* _Directions for this task_
Each line below should be quoted exactly, please.

Excerpts from a dataset:

* * *

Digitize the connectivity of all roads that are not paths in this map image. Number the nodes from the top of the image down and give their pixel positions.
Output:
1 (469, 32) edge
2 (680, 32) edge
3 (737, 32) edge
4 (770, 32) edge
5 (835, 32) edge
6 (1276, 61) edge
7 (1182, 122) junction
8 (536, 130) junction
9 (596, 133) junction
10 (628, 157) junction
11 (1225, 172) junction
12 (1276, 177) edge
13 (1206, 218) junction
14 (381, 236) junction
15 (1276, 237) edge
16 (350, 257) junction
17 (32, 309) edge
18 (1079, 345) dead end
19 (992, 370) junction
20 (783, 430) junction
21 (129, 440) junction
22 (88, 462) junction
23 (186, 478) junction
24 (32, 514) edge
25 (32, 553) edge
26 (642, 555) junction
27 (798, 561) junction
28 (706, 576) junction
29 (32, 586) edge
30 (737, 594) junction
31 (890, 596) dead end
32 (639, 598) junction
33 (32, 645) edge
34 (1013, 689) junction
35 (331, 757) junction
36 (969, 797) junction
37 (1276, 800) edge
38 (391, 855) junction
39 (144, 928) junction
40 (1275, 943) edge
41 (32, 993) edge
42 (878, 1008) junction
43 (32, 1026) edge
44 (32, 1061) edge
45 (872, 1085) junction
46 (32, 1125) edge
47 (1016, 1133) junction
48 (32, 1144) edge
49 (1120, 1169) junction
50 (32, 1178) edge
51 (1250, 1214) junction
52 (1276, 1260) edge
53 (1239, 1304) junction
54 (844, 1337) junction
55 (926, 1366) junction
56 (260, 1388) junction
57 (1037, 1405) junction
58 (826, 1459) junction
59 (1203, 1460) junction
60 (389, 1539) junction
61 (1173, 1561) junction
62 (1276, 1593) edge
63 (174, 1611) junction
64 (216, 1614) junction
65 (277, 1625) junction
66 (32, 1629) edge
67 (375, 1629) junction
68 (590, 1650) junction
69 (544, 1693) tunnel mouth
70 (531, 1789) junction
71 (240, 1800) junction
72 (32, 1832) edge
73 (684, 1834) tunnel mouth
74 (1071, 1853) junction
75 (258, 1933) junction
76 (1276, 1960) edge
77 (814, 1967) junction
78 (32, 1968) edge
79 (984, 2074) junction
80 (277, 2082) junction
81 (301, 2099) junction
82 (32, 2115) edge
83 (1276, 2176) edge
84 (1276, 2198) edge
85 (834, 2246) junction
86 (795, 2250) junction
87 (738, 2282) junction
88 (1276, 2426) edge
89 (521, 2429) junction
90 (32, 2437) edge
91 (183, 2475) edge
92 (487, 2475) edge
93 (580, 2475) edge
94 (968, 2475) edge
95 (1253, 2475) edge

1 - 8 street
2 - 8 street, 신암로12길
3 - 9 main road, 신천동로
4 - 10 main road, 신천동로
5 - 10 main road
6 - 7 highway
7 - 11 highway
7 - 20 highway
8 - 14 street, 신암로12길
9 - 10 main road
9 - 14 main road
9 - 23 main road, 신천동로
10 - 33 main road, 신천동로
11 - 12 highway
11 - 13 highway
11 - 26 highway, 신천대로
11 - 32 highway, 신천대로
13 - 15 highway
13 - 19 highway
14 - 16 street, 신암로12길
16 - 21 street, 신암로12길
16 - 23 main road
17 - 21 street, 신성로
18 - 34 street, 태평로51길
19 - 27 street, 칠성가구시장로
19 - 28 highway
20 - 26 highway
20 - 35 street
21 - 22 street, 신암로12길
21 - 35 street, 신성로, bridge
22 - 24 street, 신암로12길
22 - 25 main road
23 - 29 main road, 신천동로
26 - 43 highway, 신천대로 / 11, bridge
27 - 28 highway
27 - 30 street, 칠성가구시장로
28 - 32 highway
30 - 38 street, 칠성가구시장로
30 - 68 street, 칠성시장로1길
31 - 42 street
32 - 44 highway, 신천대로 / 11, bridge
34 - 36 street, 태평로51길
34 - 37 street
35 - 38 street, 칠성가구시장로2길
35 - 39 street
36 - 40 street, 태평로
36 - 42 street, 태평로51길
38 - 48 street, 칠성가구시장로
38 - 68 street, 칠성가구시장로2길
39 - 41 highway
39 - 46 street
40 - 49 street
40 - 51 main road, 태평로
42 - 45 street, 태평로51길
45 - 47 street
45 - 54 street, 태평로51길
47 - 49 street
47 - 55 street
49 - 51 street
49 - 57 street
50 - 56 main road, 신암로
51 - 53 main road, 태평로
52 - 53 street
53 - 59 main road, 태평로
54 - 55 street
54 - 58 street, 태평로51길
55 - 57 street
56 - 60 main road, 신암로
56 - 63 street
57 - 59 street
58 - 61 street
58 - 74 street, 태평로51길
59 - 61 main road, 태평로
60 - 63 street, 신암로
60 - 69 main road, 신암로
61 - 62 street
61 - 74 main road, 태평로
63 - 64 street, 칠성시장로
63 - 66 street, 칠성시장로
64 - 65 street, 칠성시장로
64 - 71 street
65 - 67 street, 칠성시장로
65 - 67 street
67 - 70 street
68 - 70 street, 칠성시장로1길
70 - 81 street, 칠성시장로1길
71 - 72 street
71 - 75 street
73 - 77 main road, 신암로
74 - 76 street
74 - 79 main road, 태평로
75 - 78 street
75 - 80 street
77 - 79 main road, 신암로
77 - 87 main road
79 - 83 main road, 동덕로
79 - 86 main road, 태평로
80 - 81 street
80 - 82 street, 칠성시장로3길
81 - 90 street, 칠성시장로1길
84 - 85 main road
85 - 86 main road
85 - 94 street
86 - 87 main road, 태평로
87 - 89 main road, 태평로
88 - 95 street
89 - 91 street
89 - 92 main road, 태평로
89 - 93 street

* * *

* _Solution for this task_
Digitize the connectivity of all roads that are not paths in this map image. Number the nodes from the top of the image down and give their pixel positions.
Output:
1 (469, 32) edge
2 (680, 32) edge
3 (737, 32) edge
4 (770, 32) edge
5 (835, 32) edge
6 (1276, 61) edge
7 (1182, 122) junction
8 (536, 130) junction
9 (596, 133) junction
10 (628, 157) junction
11 (1225, 172) junction
12 (1276, 177) edge
13 (1206, 218) junction
14 (381, 236) junction
15 (1276, 237) edge
16 (350, 257) junction
17 (32, 309) edge
18 (1079, 345) dead end
19 (992, 370) junction
20 (783, 430) junction
21 (129, 440) junction
22 (88, 462) junction
23 (186, 478) junction
24 (32, 514) edge
25 (32, 553) edge
26 (642, 555) junction
27 (798, 561) junction
28 (706, 576) junction
29 (32, 586) edge
30 (737, 594) junction
31 (890, 596) dead end
32 (639, 598) junction
33 (32, 645) edge
34 (1013, 689) junction
35 (331, 757) junction
36 (969, 797) junction
37 (1276, 800) edge
38 (391, 855) junction
39 (144, 928) junction
40 (1275, 943) edge
41 (32, 993) edge
42 (878, 1008) junction
43 (32, 1026) edge
44 (32, 1061) edge
45 (872, 1085) junction
46 (32, 1125) edge
47 (1016, 1133) junction
48 (32, 1144) edge
49 (1120, 1169) junction
50 (32, 1178) edge
51 (1250, 1214) junction
52 (1276, 1260) edge
53 (1239, 1304) junction
54 (844, 1337) junction
55 (926, 1366) junction
56 (260, 1388) junction
57 (1037, 1405) junction
58 (826, 1459) junction
59 (1203, 1460) junction
60 (389, 1539) junction
61 (1173, 1561) junction
62 (1276, 1593) edge
63 (174, 1611) junction
64 (216, 1614) junction
65 (277, 1625) junction
66 (32, 1629) edge
67 (375, 1629) junction
68 (590, 1650) junction
69 (544, 1693) tunnel mouth
70 (531, 1789) junction
71 (240, 1800) junction
72 (32, 1832) edge
73 (684, 1834) tunnel mouth
74 (1071, 1853) junction
75 (258, 1933) junction
76 (1276, 1960) edge
77 (814, 1967) junction
78 (32, 1968) edge
79 (984, 2074) junction
80 (277, 2082) junction
81 (301, 2099) junction
82 (32, 2115) edge
83 (1276, 2176) edge
84 (1276, 2198) edge
85 (834, 2246) junction
86 (795, 2250) junction
87 (738, 2282) junction
88 (1276, 2426) edge
89 (521, 2429) junction
90 (32, 2437) edge
91 (183, 2475) edge
92 (487, 2475) edge
93 (580, 2475) edge
94 (968, 2475) edge
95 (1253, 2475) edge

1 - 8 street
2 - 8 street, 신암로12길
3 - 9 main road, 신천동로
4 - 10 main road, 신천동로
5 - 10 main road
6 - 7 highway
7 - 11 highway
7 - 20 highway
8 - 14 street, 신암로12길
9 - 10 main road
9 - 14 main road
9 - 23 main road, 신천동로
10 - 33 main road, 신천동로
11 - 12 highway
11 - 13 highway
11 - 26 highway, 신천대로
11 - 32 highway, 신천대로
13 - 15 highway
13 - 19 highway
14 - 16 street, 신암로12길
16 - 21 street, 신암로12길
16 - 23 main road
17 - 21 street, 신성로
18 - 34 street, 태평로51길
19 - 27 street, 칠성가구시장로
19 - 28 highway
20 - 26 highway
20 - 35 street
21 - 22 street, 신암로12길
21 - 35 street, 신성로, bridge
22 - 24 street, 신암로12길
22 - 25 main road
23 - 29 main road, 신천동로
26 - 43 highway, 신천대로 / 11, bridge
27 - 28 highway
27 - 30 street, 칠성가구시장로
28 - 32 highway
30 - 38 street, 칠성가구시장로
30 - 68 street, 칠성시장로1길
31 - 42 street
32 - 44 highway, 신천대로 / 11, bridge
34 - 36 street, 태평로51길
34 - 37 street
35 - 38 street, 칠성가구시장로2길
35 - 39 street
36 - 40 street, 태평로
36 - 42 street, 태평로51길
38 - 48 street, 칠성가구시장로
38 - 68 street, 칠성가구시장로2길
39 - 41 highway
39 - 46 street
40 - 49 street
40 - 51 main road, 태평로
42 - 45 street, 태평로51길
45 - 47 street
45 - 54 street, 태평로51길
47 - 49 street
47 - 55 street
49 - 51 street
49 - 57 street
50 - 56 main road, 신암로
51 - 53 main road, 태평로
52 - 53 street
53 - 59 main road, 태평로
54 - 55 street
54 - 58 street, 태평로51길
55 - 57 street
56 - 60 main road, 신암로
56 - 63 street
57 - 59 street
58 - 61 street
58 - 74 street, 태평로51길
59 - 61 main road, 태평로
60 - 63 street, 신암로
60 - 69 main road, 신암로
61 - 62 street
61 - 74 main road, 태평로
63 - 64 street, 칠성시장로
63 - 66 street, 칠성시장로
64 - 65 street, 칠성시장로
64 - 71 street
65 - 67 street, 칠성시장로
65 - 67 street
67 - 70 street
68 - 70 street, 칠성시장로1길
70 - 81 street, 칠성시장로1길
71 - 72 street
71 - 75 street
73 - 77 main road, 신암로
74 - 76 street
74 - 79 main road, 태평로
75 - 78 street
75 - 80 street
77 - 79 main road, 신암로
77 - 87 main road
79 - 83 main road, 동덕로
79 - 86 main road, 태평로
80 - 81 street
80 - 82 street, 칠성시장로3길
81 - 90 street, 칠성시장로1길
84 - 85 main road
85 - 86 main road
85 - 94 street
86 - 87 main road, 태평로
87 - 89 main road, 태평로
88 - 95 street
89 - 91 street
89 - 92 main road, 태평로
89 - 93 street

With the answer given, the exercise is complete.